# Outdoor Wood Furnaces



## BisonMan

I am building a house on my farm property and since there is no Natural Gas I am going with a wood boiler and propane as a backup.

I was wondering if any of you guys had them, if there were models that you would recommend, things to avoid / consider


----------



## Wethay

I looked at them many years ago. The plan was to use wood almost exclusively, but to have a back up fuel source for a prolonged absence from the house, illness, etc. I was going to go with diesel as the secondary fuel source because it would be around and would be kept from getting old by running it through the farm equipment. I was looking seriously at one that had a stainless steel firebox. I learned a guy at work was looking at them and we compared notes. He was going with a steel firebox. His thinking was he didn't know how to weld stainless but if he ever had to repair/ replace his firebox he could do it if it was steel. Made me rethink some.


----------



## Aaroncboo

If I'm not mistaken I think somebody I'm here either sells them or has one. Maybe they'll chime in. They're definitely a neat concept


----------



## swmnhay

Aaroncboo said:


> If I'm not mistaken I think somebody I'm here either sells them or has one. Maybe they'll chime in. They're definitely a neat concept


MLappin,

Marty does


----------



## PaulN

When Marty comes along, he will be able to answer your questions better then anyone else here. He sells and installs them.

In the mean time, here's my experience. I've had one since 1993. It sits 140' from the house. We have LP for backup, but rarely use it. The house is 110 years old, so not the most energy efficient. I go through ~10 cord a year, plus or minus, depending on the year. Most people with more modern homes will use 3 - 4 cord a year. In case you're wondering, yes, the fire will last all night. As long as you are in good health and don't mind cutting firewood, I say go for it.


----------



## slowzuki

Lots of rotted out ones for sale, I would do your research on the brand before buying. They are not the easiest things to patch.

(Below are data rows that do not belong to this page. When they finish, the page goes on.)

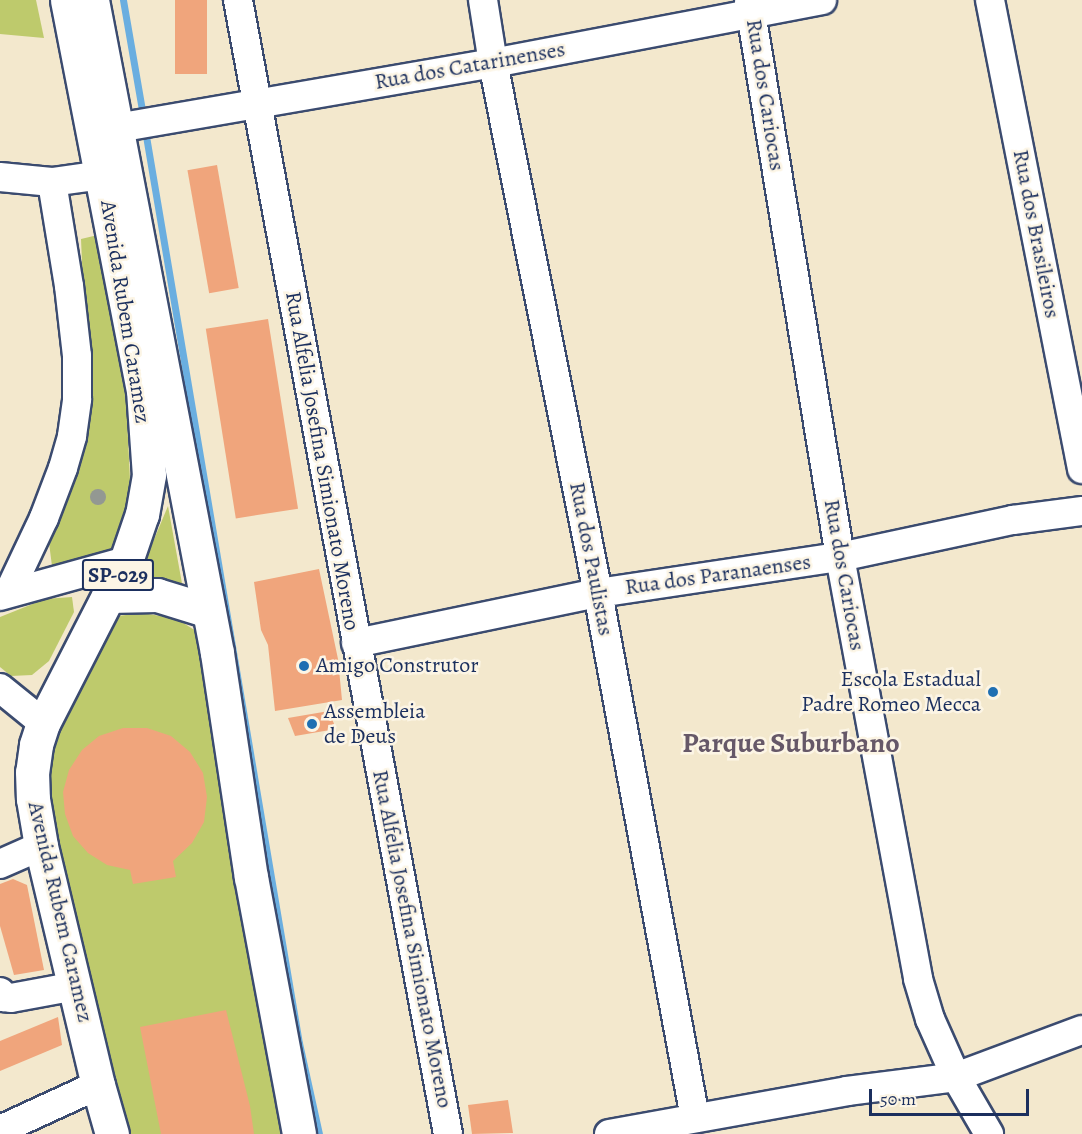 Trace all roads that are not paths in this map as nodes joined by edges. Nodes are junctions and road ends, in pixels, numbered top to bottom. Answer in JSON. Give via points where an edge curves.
{"nodes":[{"id":1,"x":67,"y":0,"type":"edge"},
{"id":2,"x":92,"y":0,"type":"edge"},
{"id":3,"x":238,"y":0,"type":"edge"},
{"id":4,"x":483,"y":0,"type":"edge"},
{"id":5,"x":822,"y":0,"type":"edge"},
{"id":6,"x":990,"y":0,"type":"edge"},
{"id":7,"x":751,"y":7,"type":"edge"},
{"id":8,"x":493,"y":63,"type":"junction"},
{"id":9,"x":256,"y":102,"type":"junction"},
{"id":10,"x":124,"y":127,"type":"junction"},
{"id":11,"x":102,"y":175,"type":"junction"},
{"id":12,"x":0,"y":177,"type":"edge"},
{"id":13,"x":52,"y":182,"type":"junction"},
{"id":14,"x":1082,"y":469,"type":"edge"},
{"id":15,"x":1082,"y":511,"type":"edge"},
{"id":16,"x":840,"y":557,"type":"junction"},
{"id":17,"x":126,"y":561,"type":"junction"},
{"id":18,"x":598,"y":593,"type":"junction"},
{"id":19,"x":4,"y":594,"type":"edge"},
{"id":20,"x":108,"y":596,"type":"junction"},
{"id":21,"x":209,"y":611,"type":"junction"},
{"id":22,"x":356,"y":643,"type":"junction"},
{"id":23,"x":0,"y":688,"type":"edge"},
{"id":24,"x":43,"y":723,"type":"junction"},
{"id":25,"x":41,"y":846,"type":"junction"},
{"id":26,"x":0,"y":864,"type":"edge"},
{"id":27,"x":76,"y":986,"type":"junction"},
{"id":28,"x":0,"y":992,"type":"edge"},
{"id":29,"x":1082,"y":1030,"type":"edge"},
{"id":30,"x":956,"y":1077,"type":"junction"},
{"id":31,"x":98,"y":1085,"type":"junction"},
{"id":32,"x":695,"y":1118,"type":"junction"},
{"id":33,"x":0,"y":1130,"type":"edge"},
{"id":34,"x":112,"y":1134,"type":"edge"},
{"id":35,"x":299,"y":1134,"type":"edge"},
{"id":36,"x":448,"y":1134,"type":"edge"},
{"id":37,"x":609,"y":1134,"type":"edge"},
{"id":38,"x":989,"y":1134,"type":"edge"}],
"edges":[{"from":1,"to":11,"type":"highway","name":"Avenida Rubem Caramez","number":"SP-029"},
{"from":2,"to":10,"type":"highway","name":"Avenida Rubem Caramez"},
{"from":3,"to":9,"type":"street","name":"Rua Alfelia Josefina Simionato Moreno"},
{"from":4,"to":8,"type":"street","name":"Rua dos Paulistas"},
{"from":5,"to":7,"type":"street","name":"Rua dos Catarinenses"},
{"from":6,"to":14,"type":"street","name":"Rua dos Brasileiros"},
{"from":7,"to":8,"type":"street","name":"Rua dos Catarinenses"},
{"from":7,"to":16,"type":"street","name":"Rua dos Cariocas"},
{"from":8,"to":9,"type":"street","name":"Rua dos Catarinenses"},
{"from":8,"to":18,"type":"street","name":"Rua dos Paulistas"},
{"from":9,"to":10,"type":"street","name":"Rua dos Catarinenses"},
{"from":9,"to":22,"type":"street","name":"Rua Alfelia Josefina Simionato Moreno"},
{"from":10,"to":21,"type":"highway","name":"Avenida Rubem Caramez"},
{"from":11,"to":13,"type":"street"},
{"from":11,"to":17,"type":"highway","name":"Avenida Rubem Caramez","number":"SP-029","via":[[142,390],[149,475],[142,514]]},
{"from":12,"to":13,"type":"street"},
{"from":13,"to":19,"type":"street","via":[[69,286],[77,356],[77,399],[63,468],[44,518]]},
{"from":15,"to":16,"type":"street","name":"Rua dos Paranaenses","via":[[1013,520]]},
{"from":16,"to":18,"type":"street","name":"Rua dos Paranaenses"},
{"from":16,"to":30,"type":"street","name":"Rua dos Cariocas","via":[[918,979],[930,1019]]},
{"from":17,"to":19,"type":"street"},
{"from":17,"to":20,"type":"highway","name":"Avenida Rubem Caramez","number":"SP-029"},
{"from":18,"to":22,"type":"street","name":"Rua dos Paranaenses"},
{"from":18,"to":32,"type":"street","name":"Rua dos Paulistas"},
{"from":20,"to":21,"type":"highway","number":"SP-029","via":[[157,595]]},
{"from":20,"to":24,"type":"highway","name":"Avenida Rubem Caramez","number":"SP-029"},
{"from":21,"to":35,"type":"highway","name":"Avenida Rubem Caramez","via":[[251,877]]},
{"from":22,"to":36,"type":"street","name":"Rua Alfelia Josefina Simionato Moreno"},
{"from":23,"to":24,"type":"street"},
{"from":24,"to":25,"type":"highway","name":"Avenida Rubem Caramez","number":"SP-029","via":[[32,772]]},
{"from":25,"to":26,"type":"street"},
{"from":25,"to":27,"type":"highway","name":"Avenida Rubem Caramez","number":"SP-029"},
{"from":27,"to":28,"type":"street","via":[[11,998]]},
{"from":27,"to":31,"type":"highway","name":"Avenida Rubem Caramez","number":"SP-029"},
{"from":29,"to":30,"type":"street"},
{"from":30,"to":32,"type":"street","via":[[847,1091]]},
{"from":30,"to":38,"type":"street","name":"Rua dos Cariocas"},
{"from":31,"to":33,"type":"street"},
{"from":31,"to":34,"type":"highway","name":"Avenida Rubem Caramez","number":"SP-029"},
{"from":32,"to":37,"type":"street"}]}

We considered one when building but didn't due to the cost for a quality one at the time. I think in retrospect the time savings of burning big chunks rather than finely split wood inside would have been a good move even at twice the cords.

If you live near other folks make sure it's not oversized as they smoke like a freight train when the damper slams closed. That's the biggest complaint around here about them.


----------



## Wethay

I know that several years ago I was still on the mailing list and got "buy now before price goes up because of regulations... Like wood stoves have fallen under the realm of pollution control so have wood furnaces. At least one offered a quick start option where it would burn diesel for a short amount of time to get the fire going again when the draft opened, but I have thought that it would be nice if the draft was controlled a bit instead of just opened or closed. I had also thought that a lumber kiln would be nice for the spring and fall when some heat in the house, mostly during the night, would be nice but it wouldn't be much work for the furnace. The furnace would provide heat for the kiln until it was needed in the house.


----------



## RockyHill

As Cy (swmnhay) said MLappin will be an excellent resource.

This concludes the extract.